You can use the in-built from_utc_timestamp function. Note that the hour column needs to be passed in as a string without timezone to the function.

Code below works for spark versions starting 2.4.

from pyspark.sql.functions import *
df.select(from_utc_timestamp(split(df.hour,'\+')[0],df.time_zone).alias('local_time')).show()

For spark versions before 2.4, you have to pass in a constant string representing the time zone, as the second argument, to the function.

Documentation

pyspark.sql.functions.from_utc_timestamp(timestamp, tz)

This is a common function for databases supporting TIMESTAMP WITHOUT TIMEZONE. This function takes a timestamp which is timezone-agnostic, and interprets it as a timestamp in UTC, and renders that timestamp as a timestamp in the given time zone.

However, timestamp in Spark represents number of microseconds from the Unix epoch, which is not timezone-agnostic. So in Spark this function just shift the timestamp value from UTC timezone to the given timezone.

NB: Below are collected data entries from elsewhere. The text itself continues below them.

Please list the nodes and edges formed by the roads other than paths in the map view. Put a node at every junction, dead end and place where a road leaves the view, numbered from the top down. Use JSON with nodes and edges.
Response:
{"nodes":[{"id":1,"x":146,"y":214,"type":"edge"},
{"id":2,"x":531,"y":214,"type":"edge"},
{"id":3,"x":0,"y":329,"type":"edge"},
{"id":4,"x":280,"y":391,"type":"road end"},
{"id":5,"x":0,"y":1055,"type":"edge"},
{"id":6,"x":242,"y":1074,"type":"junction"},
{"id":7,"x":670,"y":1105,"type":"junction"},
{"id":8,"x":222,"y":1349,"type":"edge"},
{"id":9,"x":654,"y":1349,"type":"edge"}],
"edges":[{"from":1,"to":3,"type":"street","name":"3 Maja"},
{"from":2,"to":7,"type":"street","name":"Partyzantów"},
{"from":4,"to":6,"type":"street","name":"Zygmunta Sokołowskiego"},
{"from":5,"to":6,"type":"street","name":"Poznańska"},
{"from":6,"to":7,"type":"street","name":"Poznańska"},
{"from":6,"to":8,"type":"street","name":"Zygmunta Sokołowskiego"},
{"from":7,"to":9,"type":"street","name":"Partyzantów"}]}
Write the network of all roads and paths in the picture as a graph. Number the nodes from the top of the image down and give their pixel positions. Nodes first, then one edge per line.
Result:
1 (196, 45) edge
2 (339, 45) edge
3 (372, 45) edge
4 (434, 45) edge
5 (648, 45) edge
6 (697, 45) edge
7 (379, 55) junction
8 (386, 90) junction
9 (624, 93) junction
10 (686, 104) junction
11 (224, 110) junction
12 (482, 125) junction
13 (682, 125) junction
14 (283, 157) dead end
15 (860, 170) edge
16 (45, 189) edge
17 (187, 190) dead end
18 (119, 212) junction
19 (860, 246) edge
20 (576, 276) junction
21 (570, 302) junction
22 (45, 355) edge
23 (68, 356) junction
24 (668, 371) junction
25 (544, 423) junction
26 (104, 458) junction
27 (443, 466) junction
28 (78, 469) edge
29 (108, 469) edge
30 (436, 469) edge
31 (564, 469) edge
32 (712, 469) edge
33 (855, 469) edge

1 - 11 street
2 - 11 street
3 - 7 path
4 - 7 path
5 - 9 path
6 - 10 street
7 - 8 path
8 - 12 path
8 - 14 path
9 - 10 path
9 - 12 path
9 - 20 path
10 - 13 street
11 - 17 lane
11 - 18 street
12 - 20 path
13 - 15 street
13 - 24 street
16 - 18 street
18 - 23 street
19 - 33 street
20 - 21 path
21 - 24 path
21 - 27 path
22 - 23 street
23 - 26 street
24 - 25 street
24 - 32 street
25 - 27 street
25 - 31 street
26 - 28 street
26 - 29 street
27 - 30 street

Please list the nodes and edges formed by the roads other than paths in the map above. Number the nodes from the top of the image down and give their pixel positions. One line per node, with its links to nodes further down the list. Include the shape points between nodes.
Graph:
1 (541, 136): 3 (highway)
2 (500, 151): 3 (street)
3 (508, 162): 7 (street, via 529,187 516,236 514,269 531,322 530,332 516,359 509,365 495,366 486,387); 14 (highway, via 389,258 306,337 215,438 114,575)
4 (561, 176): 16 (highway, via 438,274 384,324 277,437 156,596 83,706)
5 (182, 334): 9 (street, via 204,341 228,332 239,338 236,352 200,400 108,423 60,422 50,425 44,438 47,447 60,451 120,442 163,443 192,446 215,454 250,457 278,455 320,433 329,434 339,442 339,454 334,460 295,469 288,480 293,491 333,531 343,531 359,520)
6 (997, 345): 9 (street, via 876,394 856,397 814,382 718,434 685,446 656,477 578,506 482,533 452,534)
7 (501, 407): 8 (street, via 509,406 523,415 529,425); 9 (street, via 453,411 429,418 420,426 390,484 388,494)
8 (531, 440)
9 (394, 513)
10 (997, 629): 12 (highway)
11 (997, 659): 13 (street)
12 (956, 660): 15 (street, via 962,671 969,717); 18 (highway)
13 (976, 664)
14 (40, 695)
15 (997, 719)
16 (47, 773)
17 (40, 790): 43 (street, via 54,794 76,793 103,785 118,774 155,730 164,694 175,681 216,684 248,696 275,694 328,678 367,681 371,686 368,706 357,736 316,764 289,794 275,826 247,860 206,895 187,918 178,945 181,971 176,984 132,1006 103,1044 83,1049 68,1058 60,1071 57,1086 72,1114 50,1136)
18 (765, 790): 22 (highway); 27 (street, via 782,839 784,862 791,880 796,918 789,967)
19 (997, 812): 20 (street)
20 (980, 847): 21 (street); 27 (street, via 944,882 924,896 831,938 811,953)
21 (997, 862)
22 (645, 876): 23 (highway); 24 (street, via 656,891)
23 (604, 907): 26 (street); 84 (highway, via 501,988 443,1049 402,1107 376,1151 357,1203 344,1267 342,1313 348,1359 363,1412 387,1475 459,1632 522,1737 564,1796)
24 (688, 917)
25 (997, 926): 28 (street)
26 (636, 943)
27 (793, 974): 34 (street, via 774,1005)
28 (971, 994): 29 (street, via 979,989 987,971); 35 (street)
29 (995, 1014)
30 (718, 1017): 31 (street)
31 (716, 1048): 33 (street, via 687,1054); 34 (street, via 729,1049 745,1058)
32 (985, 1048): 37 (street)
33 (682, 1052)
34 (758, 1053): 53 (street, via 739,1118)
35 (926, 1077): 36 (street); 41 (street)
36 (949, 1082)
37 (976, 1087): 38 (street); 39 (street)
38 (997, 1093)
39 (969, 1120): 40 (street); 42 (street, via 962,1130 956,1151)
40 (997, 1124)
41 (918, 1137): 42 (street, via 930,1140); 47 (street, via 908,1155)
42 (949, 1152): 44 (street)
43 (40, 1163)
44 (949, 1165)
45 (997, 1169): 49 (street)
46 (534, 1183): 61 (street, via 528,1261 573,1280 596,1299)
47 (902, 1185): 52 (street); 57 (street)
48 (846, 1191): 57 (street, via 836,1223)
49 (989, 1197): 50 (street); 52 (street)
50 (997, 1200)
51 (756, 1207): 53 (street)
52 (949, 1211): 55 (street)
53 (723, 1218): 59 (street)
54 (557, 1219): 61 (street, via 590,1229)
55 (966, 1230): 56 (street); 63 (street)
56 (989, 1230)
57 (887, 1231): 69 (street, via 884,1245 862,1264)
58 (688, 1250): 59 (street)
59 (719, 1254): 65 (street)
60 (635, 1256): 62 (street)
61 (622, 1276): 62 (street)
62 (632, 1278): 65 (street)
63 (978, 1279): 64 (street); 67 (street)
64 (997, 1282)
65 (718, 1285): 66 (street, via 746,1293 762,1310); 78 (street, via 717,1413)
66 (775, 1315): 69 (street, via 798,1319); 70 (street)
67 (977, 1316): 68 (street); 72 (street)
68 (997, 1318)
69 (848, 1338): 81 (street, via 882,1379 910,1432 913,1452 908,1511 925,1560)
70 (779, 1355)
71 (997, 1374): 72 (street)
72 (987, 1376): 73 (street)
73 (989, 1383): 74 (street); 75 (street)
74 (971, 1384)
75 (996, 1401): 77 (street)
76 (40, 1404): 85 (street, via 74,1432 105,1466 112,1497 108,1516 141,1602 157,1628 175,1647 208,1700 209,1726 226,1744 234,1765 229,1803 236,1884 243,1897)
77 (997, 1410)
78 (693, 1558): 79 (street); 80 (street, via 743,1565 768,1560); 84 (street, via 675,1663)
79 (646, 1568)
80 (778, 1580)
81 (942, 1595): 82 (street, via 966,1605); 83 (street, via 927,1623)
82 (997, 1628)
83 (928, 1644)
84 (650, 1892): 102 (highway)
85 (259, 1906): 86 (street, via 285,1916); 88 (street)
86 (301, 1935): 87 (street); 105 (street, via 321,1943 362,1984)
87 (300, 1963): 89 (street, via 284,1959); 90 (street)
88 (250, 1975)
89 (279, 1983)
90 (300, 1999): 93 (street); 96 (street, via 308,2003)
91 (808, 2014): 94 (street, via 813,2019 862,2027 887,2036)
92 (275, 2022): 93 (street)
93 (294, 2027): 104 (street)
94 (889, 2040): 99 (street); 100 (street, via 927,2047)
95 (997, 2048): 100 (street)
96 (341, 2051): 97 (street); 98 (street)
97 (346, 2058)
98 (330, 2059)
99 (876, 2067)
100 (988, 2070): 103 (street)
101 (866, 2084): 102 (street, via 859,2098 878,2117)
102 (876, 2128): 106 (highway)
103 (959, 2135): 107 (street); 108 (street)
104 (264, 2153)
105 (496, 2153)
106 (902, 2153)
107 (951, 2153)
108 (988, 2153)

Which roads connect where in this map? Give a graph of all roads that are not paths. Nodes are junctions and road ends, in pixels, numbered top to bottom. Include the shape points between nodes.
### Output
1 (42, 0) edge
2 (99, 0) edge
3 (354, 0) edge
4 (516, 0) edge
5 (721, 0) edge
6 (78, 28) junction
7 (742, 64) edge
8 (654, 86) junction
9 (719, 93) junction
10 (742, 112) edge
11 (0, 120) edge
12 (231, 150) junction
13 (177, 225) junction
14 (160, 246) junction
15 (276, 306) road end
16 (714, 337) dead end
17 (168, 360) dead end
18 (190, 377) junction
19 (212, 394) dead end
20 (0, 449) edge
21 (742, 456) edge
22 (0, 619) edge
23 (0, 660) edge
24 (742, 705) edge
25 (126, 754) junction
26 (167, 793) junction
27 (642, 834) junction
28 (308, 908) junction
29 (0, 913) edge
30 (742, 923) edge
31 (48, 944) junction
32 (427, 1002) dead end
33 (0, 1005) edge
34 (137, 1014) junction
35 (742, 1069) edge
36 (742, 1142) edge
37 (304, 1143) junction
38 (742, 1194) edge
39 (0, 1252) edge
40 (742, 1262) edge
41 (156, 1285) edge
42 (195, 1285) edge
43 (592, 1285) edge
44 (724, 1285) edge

This function may return confusing result if the input is a string with timezone, e.g. ‘2018-03-13T06:18:23+00:00’. The reason is that, Spark firstly cast the string to timestamp according to the timezone in the string, and finally display the result by converting the timestamp to string according to the session local timezone.

Parameters timestamp – the column that contains timestamps

tz – a string that has the ID of timezone, e.g. “GMT”, “America/Los_Angeles”, etc

Changed in version 2.4: tz can take a Column containing timezone ID strings.